» What to produce:
Find all lines below containing the string "Tolosa" and return them.

» Given data:
────────────────────────────────────────
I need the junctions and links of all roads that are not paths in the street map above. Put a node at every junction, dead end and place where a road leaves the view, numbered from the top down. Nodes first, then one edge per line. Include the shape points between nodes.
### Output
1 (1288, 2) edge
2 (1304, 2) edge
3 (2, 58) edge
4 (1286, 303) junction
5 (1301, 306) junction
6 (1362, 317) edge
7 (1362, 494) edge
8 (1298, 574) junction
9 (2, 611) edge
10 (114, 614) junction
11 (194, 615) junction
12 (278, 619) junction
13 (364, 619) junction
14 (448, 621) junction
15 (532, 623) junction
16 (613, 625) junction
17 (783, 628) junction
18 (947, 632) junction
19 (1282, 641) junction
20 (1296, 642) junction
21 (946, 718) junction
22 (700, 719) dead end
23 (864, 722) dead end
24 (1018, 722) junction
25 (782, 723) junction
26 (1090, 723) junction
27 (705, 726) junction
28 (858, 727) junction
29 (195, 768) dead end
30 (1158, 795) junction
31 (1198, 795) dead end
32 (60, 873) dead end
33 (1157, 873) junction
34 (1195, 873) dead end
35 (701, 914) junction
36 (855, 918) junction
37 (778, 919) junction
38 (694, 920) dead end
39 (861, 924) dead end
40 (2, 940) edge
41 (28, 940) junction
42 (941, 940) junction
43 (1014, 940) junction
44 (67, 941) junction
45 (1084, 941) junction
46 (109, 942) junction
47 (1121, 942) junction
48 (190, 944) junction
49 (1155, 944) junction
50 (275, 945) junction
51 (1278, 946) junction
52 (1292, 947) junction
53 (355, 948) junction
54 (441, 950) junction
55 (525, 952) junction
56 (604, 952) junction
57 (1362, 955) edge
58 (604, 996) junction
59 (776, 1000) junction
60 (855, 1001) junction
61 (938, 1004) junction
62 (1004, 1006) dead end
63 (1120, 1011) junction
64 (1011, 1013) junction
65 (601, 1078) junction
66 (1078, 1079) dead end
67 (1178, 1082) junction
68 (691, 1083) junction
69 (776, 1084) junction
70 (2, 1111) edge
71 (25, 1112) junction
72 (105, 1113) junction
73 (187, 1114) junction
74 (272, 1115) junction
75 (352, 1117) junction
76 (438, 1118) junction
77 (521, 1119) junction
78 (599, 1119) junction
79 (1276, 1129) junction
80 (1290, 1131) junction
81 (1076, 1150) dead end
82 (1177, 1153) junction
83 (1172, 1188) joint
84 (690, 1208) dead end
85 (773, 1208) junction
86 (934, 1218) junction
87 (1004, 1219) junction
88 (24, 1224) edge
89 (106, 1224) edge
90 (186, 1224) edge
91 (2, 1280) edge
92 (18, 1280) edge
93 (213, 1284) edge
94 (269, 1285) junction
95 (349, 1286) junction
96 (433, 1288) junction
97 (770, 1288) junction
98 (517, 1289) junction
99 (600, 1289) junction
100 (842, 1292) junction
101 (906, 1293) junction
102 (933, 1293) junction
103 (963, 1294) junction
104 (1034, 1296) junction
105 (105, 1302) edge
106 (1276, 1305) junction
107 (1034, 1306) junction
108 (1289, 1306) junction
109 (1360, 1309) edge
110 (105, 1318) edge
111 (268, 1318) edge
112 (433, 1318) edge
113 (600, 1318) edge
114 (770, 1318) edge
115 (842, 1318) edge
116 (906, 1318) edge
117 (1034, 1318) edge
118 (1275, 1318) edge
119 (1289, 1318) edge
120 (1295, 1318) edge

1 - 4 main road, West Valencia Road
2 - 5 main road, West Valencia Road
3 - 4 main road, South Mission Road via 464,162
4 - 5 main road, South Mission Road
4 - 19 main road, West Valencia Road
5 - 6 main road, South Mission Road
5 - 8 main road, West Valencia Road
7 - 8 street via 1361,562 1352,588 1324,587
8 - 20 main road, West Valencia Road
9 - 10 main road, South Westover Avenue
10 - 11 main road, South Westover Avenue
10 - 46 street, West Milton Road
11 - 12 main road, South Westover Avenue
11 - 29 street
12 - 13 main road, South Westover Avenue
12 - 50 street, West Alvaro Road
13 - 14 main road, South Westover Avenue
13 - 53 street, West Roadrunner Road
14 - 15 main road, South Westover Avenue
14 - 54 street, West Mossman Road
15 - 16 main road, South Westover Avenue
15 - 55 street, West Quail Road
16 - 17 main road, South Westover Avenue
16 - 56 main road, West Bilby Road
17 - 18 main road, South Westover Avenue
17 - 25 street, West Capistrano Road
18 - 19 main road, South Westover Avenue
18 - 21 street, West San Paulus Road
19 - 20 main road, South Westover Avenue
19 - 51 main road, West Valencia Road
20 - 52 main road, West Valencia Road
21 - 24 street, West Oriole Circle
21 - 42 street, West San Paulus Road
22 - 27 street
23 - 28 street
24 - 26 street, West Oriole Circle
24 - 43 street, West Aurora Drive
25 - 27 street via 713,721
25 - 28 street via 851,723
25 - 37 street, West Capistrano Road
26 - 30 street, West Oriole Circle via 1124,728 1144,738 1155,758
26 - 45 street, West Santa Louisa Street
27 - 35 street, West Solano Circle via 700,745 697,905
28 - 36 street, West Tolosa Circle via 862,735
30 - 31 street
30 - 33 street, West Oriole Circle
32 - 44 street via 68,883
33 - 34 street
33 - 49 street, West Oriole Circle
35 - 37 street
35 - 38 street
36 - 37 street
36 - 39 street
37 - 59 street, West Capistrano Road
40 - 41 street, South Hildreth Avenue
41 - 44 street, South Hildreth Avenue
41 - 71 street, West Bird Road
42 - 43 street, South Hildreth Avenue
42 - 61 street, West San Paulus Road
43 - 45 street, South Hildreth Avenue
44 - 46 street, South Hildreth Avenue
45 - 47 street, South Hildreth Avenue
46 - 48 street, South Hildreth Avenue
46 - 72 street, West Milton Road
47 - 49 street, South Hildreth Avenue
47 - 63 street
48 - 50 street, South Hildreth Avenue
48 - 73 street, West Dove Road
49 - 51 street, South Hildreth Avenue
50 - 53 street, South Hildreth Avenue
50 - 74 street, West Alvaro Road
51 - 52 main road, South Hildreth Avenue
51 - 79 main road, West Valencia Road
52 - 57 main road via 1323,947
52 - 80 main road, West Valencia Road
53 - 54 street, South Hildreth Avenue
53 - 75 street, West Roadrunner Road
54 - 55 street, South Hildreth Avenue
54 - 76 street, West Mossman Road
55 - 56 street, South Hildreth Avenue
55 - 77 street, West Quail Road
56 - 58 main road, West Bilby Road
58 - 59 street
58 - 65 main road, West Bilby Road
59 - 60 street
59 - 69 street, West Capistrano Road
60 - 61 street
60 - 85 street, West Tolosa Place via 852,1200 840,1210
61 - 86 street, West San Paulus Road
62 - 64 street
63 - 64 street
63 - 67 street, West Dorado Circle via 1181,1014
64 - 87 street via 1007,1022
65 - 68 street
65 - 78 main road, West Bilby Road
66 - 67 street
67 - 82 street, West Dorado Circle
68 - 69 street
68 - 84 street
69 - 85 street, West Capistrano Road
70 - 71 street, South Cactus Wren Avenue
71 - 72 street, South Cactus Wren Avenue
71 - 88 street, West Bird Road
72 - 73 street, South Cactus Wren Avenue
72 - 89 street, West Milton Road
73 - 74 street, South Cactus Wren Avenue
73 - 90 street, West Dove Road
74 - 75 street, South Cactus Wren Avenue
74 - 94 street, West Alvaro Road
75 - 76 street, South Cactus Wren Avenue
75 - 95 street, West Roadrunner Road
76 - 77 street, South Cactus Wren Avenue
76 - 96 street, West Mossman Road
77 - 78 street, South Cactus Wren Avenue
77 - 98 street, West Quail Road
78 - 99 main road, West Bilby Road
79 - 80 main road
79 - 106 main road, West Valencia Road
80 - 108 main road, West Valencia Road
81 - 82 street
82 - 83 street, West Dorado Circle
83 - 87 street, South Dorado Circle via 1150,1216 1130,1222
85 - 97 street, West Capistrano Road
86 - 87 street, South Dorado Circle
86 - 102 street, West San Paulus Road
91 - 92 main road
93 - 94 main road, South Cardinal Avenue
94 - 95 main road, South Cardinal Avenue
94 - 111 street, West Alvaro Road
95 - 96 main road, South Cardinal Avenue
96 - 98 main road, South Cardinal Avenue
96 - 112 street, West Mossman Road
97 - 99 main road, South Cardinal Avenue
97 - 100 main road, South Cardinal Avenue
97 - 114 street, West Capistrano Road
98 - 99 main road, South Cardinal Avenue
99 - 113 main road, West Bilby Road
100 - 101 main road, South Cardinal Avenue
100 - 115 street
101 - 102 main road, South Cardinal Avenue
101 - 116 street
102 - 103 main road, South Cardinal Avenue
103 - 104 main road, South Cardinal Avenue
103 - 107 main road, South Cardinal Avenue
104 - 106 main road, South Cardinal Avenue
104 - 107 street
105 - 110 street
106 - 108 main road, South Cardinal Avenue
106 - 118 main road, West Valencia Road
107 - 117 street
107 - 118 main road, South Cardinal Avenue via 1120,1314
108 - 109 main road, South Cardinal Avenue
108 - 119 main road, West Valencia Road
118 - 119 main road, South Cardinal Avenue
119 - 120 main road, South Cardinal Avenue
────────────────────────────────────────
» Answer area:
28 - 36 street, West Tolosa Circle via 862,735
60 - 85 street, West Tolosa Place via 852,1200 840,1210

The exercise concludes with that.